2. **Inputting and Validating Data**: - A single loop is run first to prompt and store the 10 picker names. - Nested loops are utilized: the outer loop (`i` from 1 to 10) controls the picker, while the inner loop (`j` from 1 to 5) controls the daily weight entries. - Within the inner loop, a validation loop (`REPEAT...UNTIL`) ensures that only valid weights between `0.0` and `100.0` (inclusive) are stored. If invalid data is entered, a corrective prompt is re-displayed. - The accepted valid weights are added to the overall daily farm total (`TotalWeight`) and the individual picker's total (`PickerTotals[i]`).
3. **Finding the Maximum and Printing Individual Totals**: - A final loop processes the totals for all 10 pickers. It prints each picker's total weekly weight and checks if their total exceeds the current registered maximum (`MaxWeight`). If it does, `MaxWeight` is updated and their index `i` is stored in `MaxIndex`.

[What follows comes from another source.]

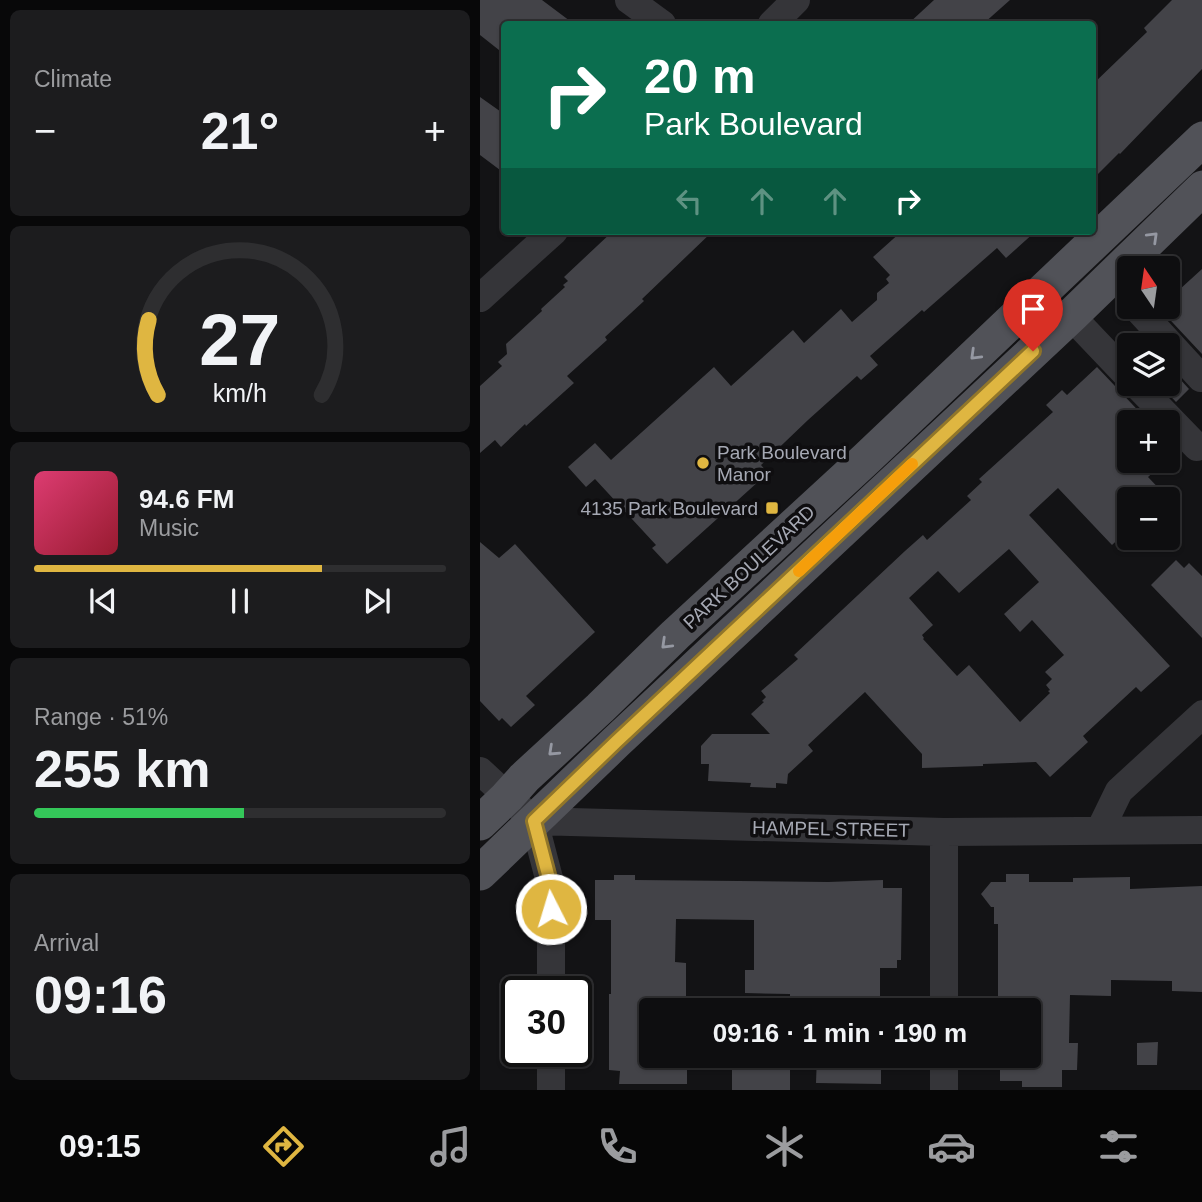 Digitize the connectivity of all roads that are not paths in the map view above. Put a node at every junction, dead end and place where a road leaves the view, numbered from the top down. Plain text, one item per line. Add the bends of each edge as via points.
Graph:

4. **Final Calculations and Outputs**: - The overall average is computed by dividing the accumulated `TotalWeight` by the total number of logs (50 person-days). - The picker of the week's name is obtained via `PickerName[MaxIndex]` and printed.
Marking scheme
Marks are allocated as follows (Max 15 marks):
**Variable Declarations (1 Mark)** - 1 mark: Explicitly declaring all arrays (including bounds and types) and primitive variables used in the algorithm.
**Inputting Names (2 Marks)** - 1 mark: Using a loop to input 10 picker names. - 1 mark: Storing the inputs correctly in the 1D array `PickerName`.
**Nested Loops structure (2 Marks)** - 1 mark: Correct outer loop (from 1 to 10) and inner loop (from 1 to 5) to handle 10 pickers and 5 days. - 1 mark: Correctly indexing the 2D array using the loop counters (e.g., `HarvestWeight[i, j]`).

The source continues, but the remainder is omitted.